How to dim custom led lights

Discussion in 'The Projects Forum' started by fw2000, Mar 12, 2009.

  1. fw2000

    Thread Starter New Member

    Mar 12, 2009
    My project came about to increase visibility/safety on my motorcycle. Unable to find what I wanted I have built my own custom inserts for turn signals and brake lights. I am using 48-52 5mm leds with Vf=2 and If=20ma. I am wired into my bike's wiring and using either a 10v or 12v voltage regulator(my leds are wired in arrays) in each light assembly to smooth/restrict output of my charging system. As brake and t/s(5 lights in all) they run at 100% and work great. Now my problems: 1)Since leds are not linear how can I figure my resistors so these lights will run at 50%-60% brightness(running lights)? 2)Since leds are not dual filament when signal comes down brake and/or ts wires I think I need to disconnect the running light circuit(to prevent overdriving leds) and switch to 100% brightness(brake and ts lights). I need something simple and efficient I can can install in each housing to switch between these 2 circuits. Any suggestions?
  2. SgtWookie


    Jul 17, 2007
    What regulator(s) are you using, or planning on using?
    Keep in mind that the 78xx series regulators have a minimum 2v dropout from the input to the output terminal. In order to get regulated 12v out, you must put in >=14v.

    LM317 regulators have a 1.7v dropout; to get 12v out, you must put in >=13.7v.

    There are low-dropout regulators available; some are quite low dropout, some aren't.

    Why don't you post your schematic as it is now so that we have something to work with?
  3. KL7AJ

    AAC Fanatic!

    Nov 4, 2008
    Here's something to try, which both demonstrates....and takes advantage of...a human vision feature (or what some might call a "defect") If you PULSE the lamps at a high rate, where you can't actually see the flicker (a few hundred Hz), but adjust the DUTY cycle, the perceived brightness will change. I'd try a 555 circuit with two different duty cycles.

  4. Jassper

    Active Member

    Sep 24, 2008
    To calculate your dropping resistors,
    From there, simply increase your resistance value to get lower brightness.

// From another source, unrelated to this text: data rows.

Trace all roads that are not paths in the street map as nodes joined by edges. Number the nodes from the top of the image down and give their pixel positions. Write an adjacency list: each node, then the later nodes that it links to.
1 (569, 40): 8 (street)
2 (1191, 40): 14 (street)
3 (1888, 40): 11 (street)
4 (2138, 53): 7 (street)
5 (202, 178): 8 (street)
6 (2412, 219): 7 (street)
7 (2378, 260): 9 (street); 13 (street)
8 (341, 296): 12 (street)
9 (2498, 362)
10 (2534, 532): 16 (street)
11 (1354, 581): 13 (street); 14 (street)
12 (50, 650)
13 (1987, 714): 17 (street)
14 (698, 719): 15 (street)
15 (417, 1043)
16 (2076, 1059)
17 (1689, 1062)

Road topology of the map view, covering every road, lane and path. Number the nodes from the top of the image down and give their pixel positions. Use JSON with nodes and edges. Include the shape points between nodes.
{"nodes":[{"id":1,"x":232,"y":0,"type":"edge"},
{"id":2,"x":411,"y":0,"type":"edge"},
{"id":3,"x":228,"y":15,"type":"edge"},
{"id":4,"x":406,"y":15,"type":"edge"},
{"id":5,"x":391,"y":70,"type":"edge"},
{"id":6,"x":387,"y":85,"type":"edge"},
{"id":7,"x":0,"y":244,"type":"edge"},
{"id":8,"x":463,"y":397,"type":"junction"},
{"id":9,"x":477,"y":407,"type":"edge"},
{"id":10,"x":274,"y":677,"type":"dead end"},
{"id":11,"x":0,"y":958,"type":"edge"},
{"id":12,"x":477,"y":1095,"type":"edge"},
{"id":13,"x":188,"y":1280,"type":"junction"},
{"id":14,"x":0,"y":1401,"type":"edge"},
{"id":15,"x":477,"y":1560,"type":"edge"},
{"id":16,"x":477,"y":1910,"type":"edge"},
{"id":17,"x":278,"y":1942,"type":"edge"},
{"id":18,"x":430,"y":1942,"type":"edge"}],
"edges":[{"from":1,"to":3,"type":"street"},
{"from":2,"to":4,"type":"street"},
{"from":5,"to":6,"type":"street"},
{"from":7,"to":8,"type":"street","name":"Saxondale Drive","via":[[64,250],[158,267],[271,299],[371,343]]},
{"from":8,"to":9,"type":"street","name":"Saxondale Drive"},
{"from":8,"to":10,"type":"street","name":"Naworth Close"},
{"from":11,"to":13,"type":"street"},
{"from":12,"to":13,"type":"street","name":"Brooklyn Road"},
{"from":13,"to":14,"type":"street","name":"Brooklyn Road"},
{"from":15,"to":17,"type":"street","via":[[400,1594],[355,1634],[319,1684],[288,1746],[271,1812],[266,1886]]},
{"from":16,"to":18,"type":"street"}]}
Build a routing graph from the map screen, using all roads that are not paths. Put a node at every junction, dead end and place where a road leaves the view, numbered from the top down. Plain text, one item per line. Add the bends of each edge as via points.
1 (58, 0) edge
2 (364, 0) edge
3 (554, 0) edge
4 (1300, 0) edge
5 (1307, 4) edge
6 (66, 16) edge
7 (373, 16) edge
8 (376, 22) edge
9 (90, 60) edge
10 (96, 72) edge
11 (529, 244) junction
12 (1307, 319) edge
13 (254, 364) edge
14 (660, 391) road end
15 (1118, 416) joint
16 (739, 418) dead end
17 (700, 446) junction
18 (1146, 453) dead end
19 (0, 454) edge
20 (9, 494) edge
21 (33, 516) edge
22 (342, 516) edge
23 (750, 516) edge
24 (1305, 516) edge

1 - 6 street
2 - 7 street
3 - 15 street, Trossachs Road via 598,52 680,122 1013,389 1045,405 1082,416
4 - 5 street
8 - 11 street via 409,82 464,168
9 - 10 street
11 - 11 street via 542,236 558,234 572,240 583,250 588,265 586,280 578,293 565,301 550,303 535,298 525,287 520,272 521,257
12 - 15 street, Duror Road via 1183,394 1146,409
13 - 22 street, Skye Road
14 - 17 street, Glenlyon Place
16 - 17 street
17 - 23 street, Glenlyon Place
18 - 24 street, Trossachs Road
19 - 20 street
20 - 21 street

    I wouldn't use a V regulator, Instead, calculate the dropping resistor to the max voltage you will put out, which should be close to 15 volts at a high RPM and under heavy charge. figure 13.5 to 14 volts nominal.

    This also may interest you, I have done this very successfully in the past for switch indicators.

    Calculate R2 so the LED is full brightness (100%), then calculate R1+R2 so the LED is about 2/3rds bright. Connect the break switch so when you apply the break, the LED is 100%, power is only going threw R2. The same can be done for the turn signals. Also if a Diode must be used anywhere to prevent feedback, be sure to figure in a 0.7v drop so you don't lose brightness.

    Otherwise, as suggested, Dimming of LEDs can be achieved via Pulse Width Modulation or PWM
    Last edited: Mar 12, 2009
  5. europium

    New Member

    Oct 16, 2008
    Eric writes:
    The so-called "fusion frequency" for most people is around 50 Hz. Now, if you look steadily at a light source which is flickering at this frequency, it appears as a steady glow, as you mentioned. But if you quickly move your eyes from side to side (or whatever's comfortable), you will see the light as a trail of individual flashes. You can use this to your advantage, actually, because it draws more attention to your light than if it were glowing steadily. You do want people to notice that your turn-signal/brake lights are suddenly switched on, after all!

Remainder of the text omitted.